A origem pode estar em um estudo divulgado em 2019
pelo periódico mSphere, da Associação Americana de Microbiologia. Nele,
pesquisadores japoneses questionam as recomendações atuais sobre o uso de
soluções à base de álcool para eliminar o vírus influenza, causador da gripe.
Só que esse trabalho — que vai na contramão de
vários outros — foi prontamente refutado pela comunidade científica.

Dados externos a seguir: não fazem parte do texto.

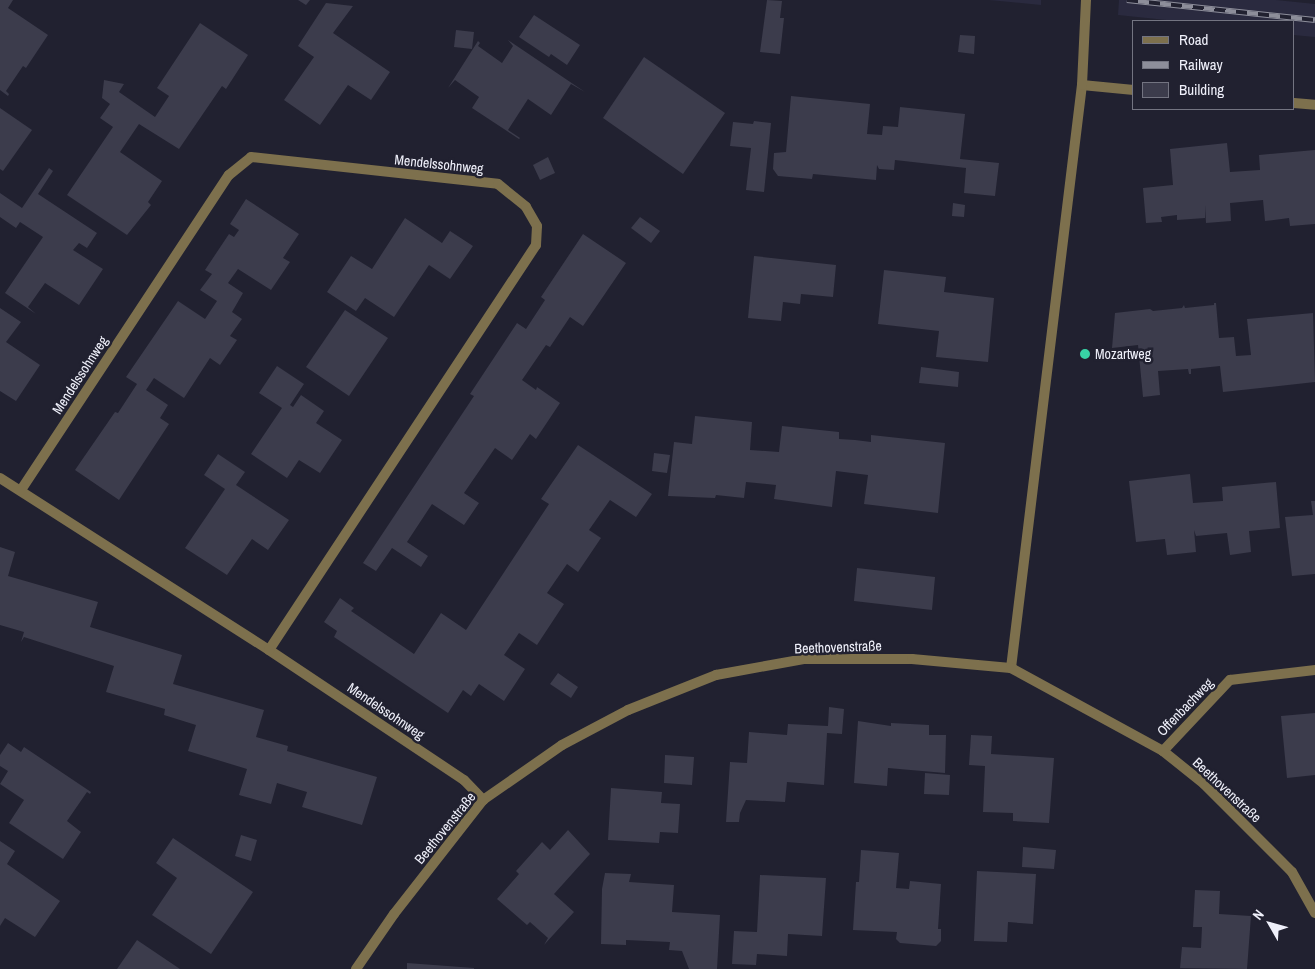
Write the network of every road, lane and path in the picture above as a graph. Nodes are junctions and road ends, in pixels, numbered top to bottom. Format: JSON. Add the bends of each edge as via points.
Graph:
{"nodes":[{"id":1,"x":1086,"y":0,"type":"edge"},
{"id":2,"x":1082,"y":85,"type":"junction"},
{"id":3,"x":1132,"y":90,"type":"edge"},
{"id":4,"x":1295,"y":103,"type":"edge"},
{"id":5,"x":1315,"y":105,"type":"edge"},
{"id":6,"x":0,"y":478,"type":"edge"},
{"id":7,"x":21,"y":490,"type":"junction"},
{"id":8,"x":269,"y":650,"type":"junction"},
{"id":9,"x":1011,"y":668,"type":"junction"},
{"id":10,"x":1315,"y":670,"type":"edge"},
{"id":11,"x":1163,"y":751,"type":"junction"},
{"id":12,"x":483,"y":800,"type":"junction"},
{"id":13,"x":1315,"y":913,"type":"edge"},
{"id":14,"x":356,"y":969,"type":"edge"}],
"edges":[{"from":1,"to":2,"type":"street"},
{"from":2,"to":3,"type":"street"},
{"from":2,"to":9,"type":"street"},
{"from":4,"to":5,"type":"street"},
{"from":6,"to":7,"type":"street","name":"Mendelssohnweg"},
{"from":7,"to":8,"type":"street","name":"Mendelssohnweg"},
{"from":7,"to":8,"type":"street","name":"Mendelssohnweg","via":[[229,176],[251,158],[498,184],[526,207],[537,226],[536,245]]},
{"from":8,"to":12,"type":"street","name":"Mendelssohnweg","via":[[464,780]]},
{"from":9,"to":11,"type":"street","name":"Beethovenstraße"},
{"from":9,"to":12,"type":"street","name":"Beethovenstraße","via":[[912,659],[804,659],[716,675],[620,714],[562,745]]},
{"from":10,"to":11,"type":"street","name":"Offenbachweg","via":[[1230,680]]},
{"from":11,"to":13,"type":"street","name":"Beethovenstraße","via":[[1204,784],[1292,872]]},
{"from":12,"to":14,"type":"street","name":"Beethovenstraße","via":[[394,914]]}]}
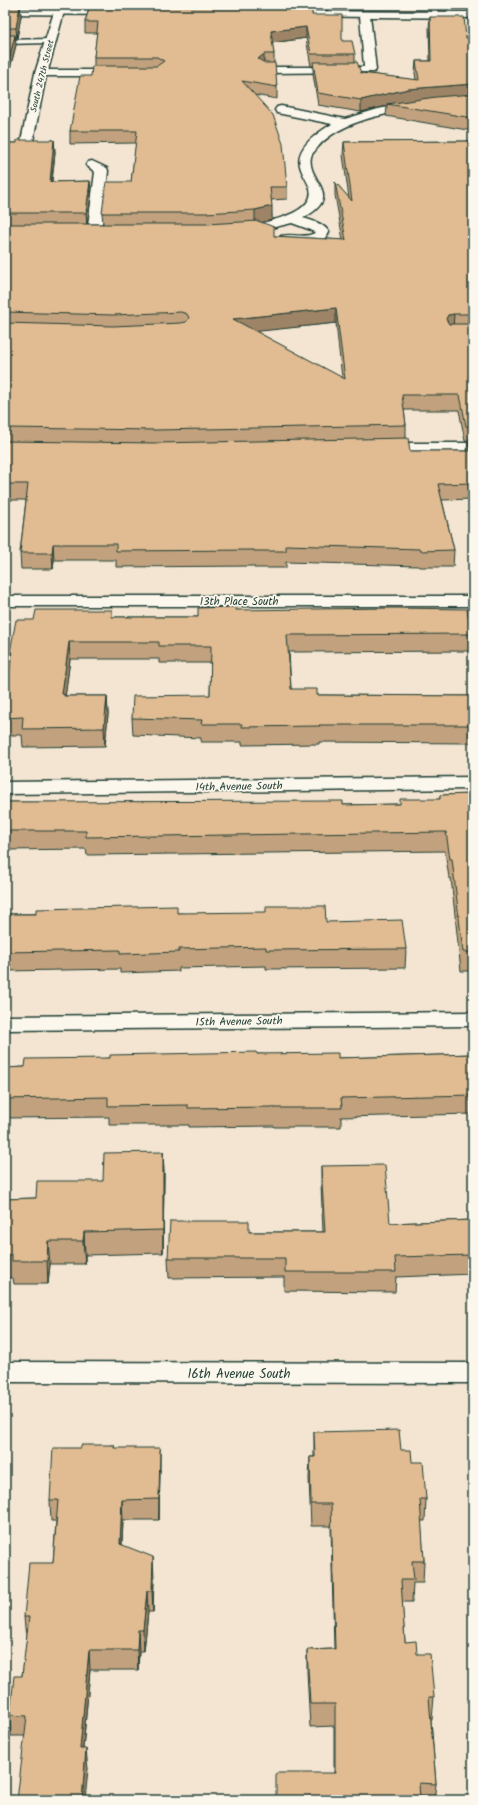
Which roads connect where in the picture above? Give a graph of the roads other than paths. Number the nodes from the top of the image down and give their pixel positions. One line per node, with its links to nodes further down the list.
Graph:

Pesquisadores publicaram uma resposta no Journal of Hospital Infection,
apontando falhas no formato do estudo (como o fato de usarem uma quantidade
ínfima de álcool em gel por poucos segundos) e considerando o achado
irrelevante.
O grupo que desbancou esse estudo foi liderado pelo
suíço Didier Pittet, um dos maiores especialistas do mundo em doenças
infecciosas. Ele é diretor do Programa de Controle de Infecções e do Centro
Colaborador de Segurança do Paciente da Organização Mundial de Saúde (OMS).

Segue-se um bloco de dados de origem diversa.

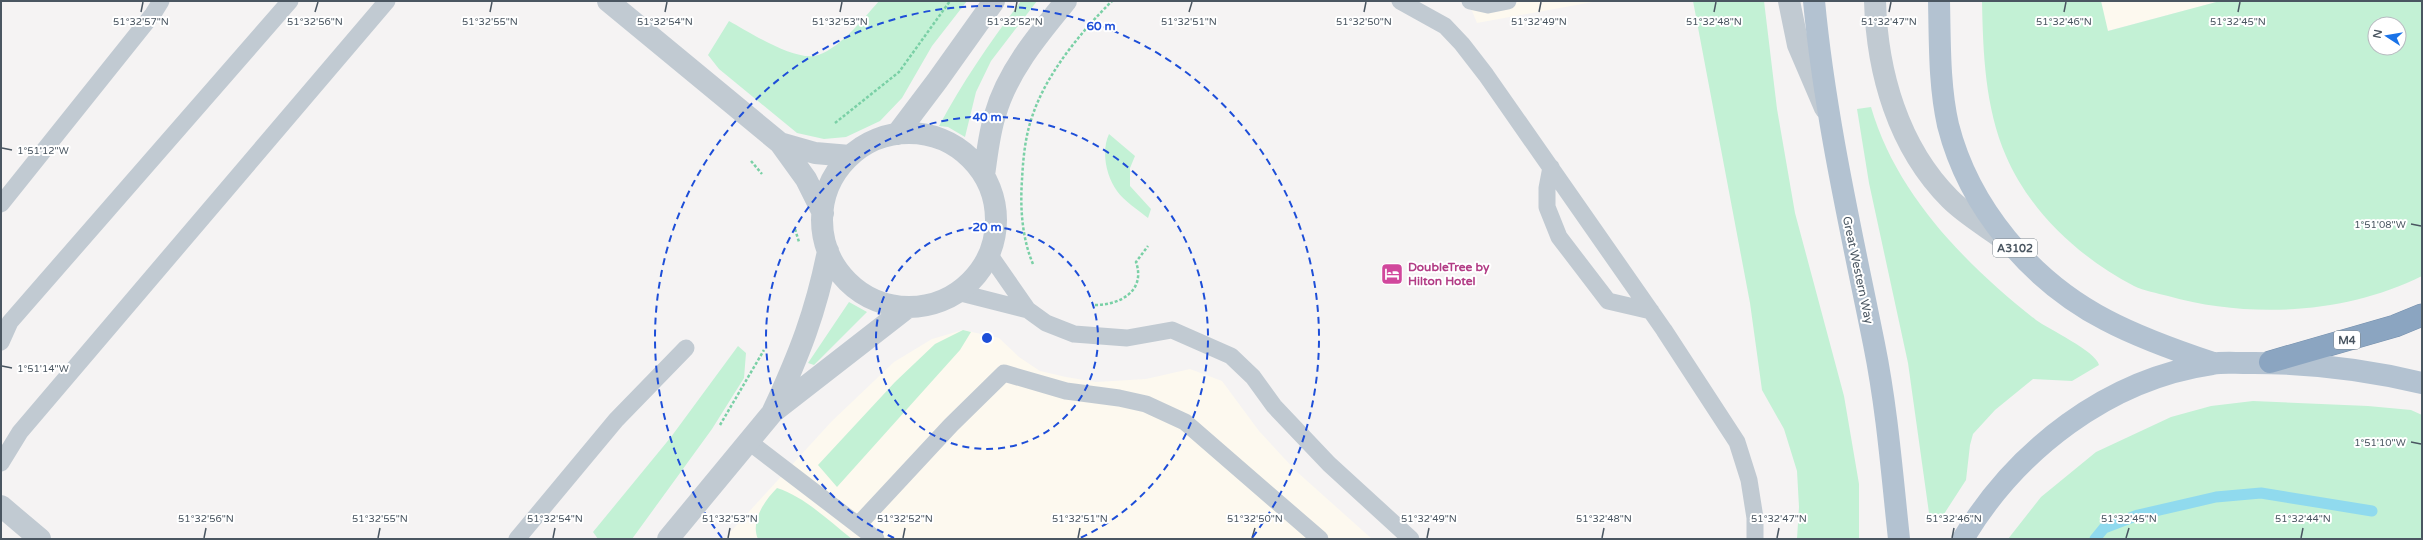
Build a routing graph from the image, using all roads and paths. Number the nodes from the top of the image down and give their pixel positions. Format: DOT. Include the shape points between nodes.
graph roads {
  1 [pos="161,1"];
  2 [pos="290,1"];
  3 [pos="387,1"];
  4 [pos="950,1"];
  5 [pos="994,1"];
  6 [pos="1066,1"];
  7 [pos="1112,1"];
  8 [pos="1400,1"];
  9 [pos="1470,1"];
  10 [pos="1508,1"];
  11 [pos="1789,1"];
  12 [pos="1814,1"];
  13 [pos="1875,1"];
  14 [pos="1939,1"];
  15 [pos="619,4"];
  16 [pos="1421,6"];
  17 [pos="1828,116"];
  18 [pos="832,125"];
  19 [pos="897,134"];
  20 [pos="780,143"];
  21 [pos="850,156"];
  22 [pos="1551,167"];
  23 [pos="984,175"];
  24 [pos="765,178"];
  25 [pos="1,204"];
  26 [pos="823,213"];
  27 [pos="794,226"];
  28 [pos="2011,244"];
  29 [pos="800,245"];
  30 [pos="1148,246"];
  31 [pos="828,251"];
  32 [pos="989,254"];
  33 [pos="1036,271"];
  34 [pos="957,292"];
  35 [pos="1089,305"];
  36 [pos="908,307"];
  37 [pos="1028,310"];
  38 [pos="1651,311"];
  39 [pos="2422,315"];
  40 [pos="1,342"];
  41 [pos="766,345"];
  42 [pos="686,348"];
  43 [pos="2270,362"];
  44 [pos="2213,363"];
  45 [pos="2422,383"];
  46 [pos="773,412"];
  47 [pos="717,429"];
  48 [pos="748,441"];
  49 [pos="1,463"];
  50 [pos="1,506"];
  51 [pos="858,525"];
  52 [pos="678,535"];
  53 [pos="40,539"];
  54 [pos="517,539"];
  55 [pos="876,539"];
  56 [pos="1320,539"];
  57 [pos="1411,539"];
  58 [pos="1754,539"];
  59 [pos="1899,539"];
  60 [pos="1963,539"];
  1 -- 25 [label="lane"];
  2 -- 40 [label="lane" via="10,322"];
  3 -- 49 [label="lane" via="20,432"];
  4 -- 18 [label="path" via="899,72"];
  5 -- 19 [label="street"];
  6 -- 23 [label="street" via="1024,55 1003,92 991,128"];
  7 -- 33 [label="path" via="1093,20 1064,58 1043,92 1032,118 1026,145 1020,200 1024,232"];
  8 -- 16 [label="lane"];
  9 -- 10 [label="lane" via="1488,4"];
  11 -- 17 [label="street" via="1798,45"];
  12 -- 17 [label="main road, Great Western Way"];
  13 -- 28 [label="street" via="1877,36 1892,104 1917,158 1950,199"];
  14 -- 28 [label="main road, A3102" via="1941,63 1948,125 1978,196"];
  15 -- 20 [label="street"];
  16 -- 22 [label="lane" via="1462,44"];
  17 -- 59 [label="main road, Great Western Way" via="1874,344 1884,406"];
  19 -- 21 [label="street" via="878,138"];
  19 -- 23 [label="street" via="919,133 940,138 960,149"];
  20 -- 21 [label="street" via="815,153"];
  20 -- 24 [label="path" via="750,160"];
  20 -- 26 [label="street" via="806,179"];
  21 -- 26 [label="street" via="834,176 826,194"];
  22 -- 38 [label="lane"];
  22 -- 38 [label="lane" via="1547,207 1560,237 1608,301"];
  23 -- 32 [label="street" via="996,208 996,231"];
  26 -- 31 [label="street" via="823,232"];
  27 -- 29 [label="path"];
  28 -- 44 [label="main road, A3102" via="2052,284 2104,320 2163,346"];
  30 -- 35 [label="path" via="1136,262 1139,270 1137,281 1128,298 1116,304"];
  31 -- 36 [label="street" via="841,274 859,292 883,303"];
  31 -- 46 [label="street" via="812,321"];
  32 -- 34 [label="street" via="977,275"];
  32 -- 37 [label="lane"];
  34 -- 36 [label="street" via="934,304"];
  34 -- 37 [label="lane"];
  36 -- 46 [label="street"];
  37 -- 57 [label="lane" via="1060,329 1101,338 1127,338 1172,330 1231,356 1253,377 1274,406 1329,464"];
  38 -- 58 [label="lane" via="1737,442 1750,480 1755,518"];
  39 -- 43 [label="highway, M4" via="2395,326"];
  41 -- 47 [label="path"];
  42 -- 54 [label="lane" via="616,420"];
  43 -- 44 [label="main road"];
  43 -- 45 [label="main road" via="2346,368"];
  44 -- 60 [label="main road" via="2155,379 2130,389 2062,428 2022,462 2002,484"];
  46 -- 48 [label="street"];
  48 -- 51 [label="lane"];
  48 -- 52 [label="street"];
  50 -- 53 [label="street"];
  51 -- 55 [label="lane"];
  51 -- 56 [label="lane" via="951,425 1004,373 1066,391 1146,404 1185,422"];
}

A ação do etanol a 70% contra os vírus da mesma
família do novo coronavírus é demonstrada em experimentos há pelo menos 15
anos. E um novo artigo alemão, publicado no periódico Infection Prevention in
Practice, sugere que o mesmo pode ser verdade para essa variante em circulação.
Hoje, o álcool em gel é recomendado para minimizar a
disseminação do coronavírus e outros pela OMS, pelo Centro Europeu de Prevenção
de Doenças, pelo Ministério da Saúde e por todas as entidades sérias envolvidas
de alguma maneira no tema.
Dicas para usar o álcool em gel
Ele funciona melhor quando não há sujeiras visíveis
na pele. “Os resíduos orgânicos prejudicam sua ação”, comenta Sampaio. Mais um
motivo para lavar as mãos com frequência.
Também é importante não encostar os dedos no bocal,
verificar a validade do produto e checar se há um químico responsável por sua
fabricação — uma informação obrigatória no rótulo.
“Uma dica: quando o produto fica opaco, é sinal que
perdeu seu princípio ativo. Aí não será mais eficaz”, completa Ana.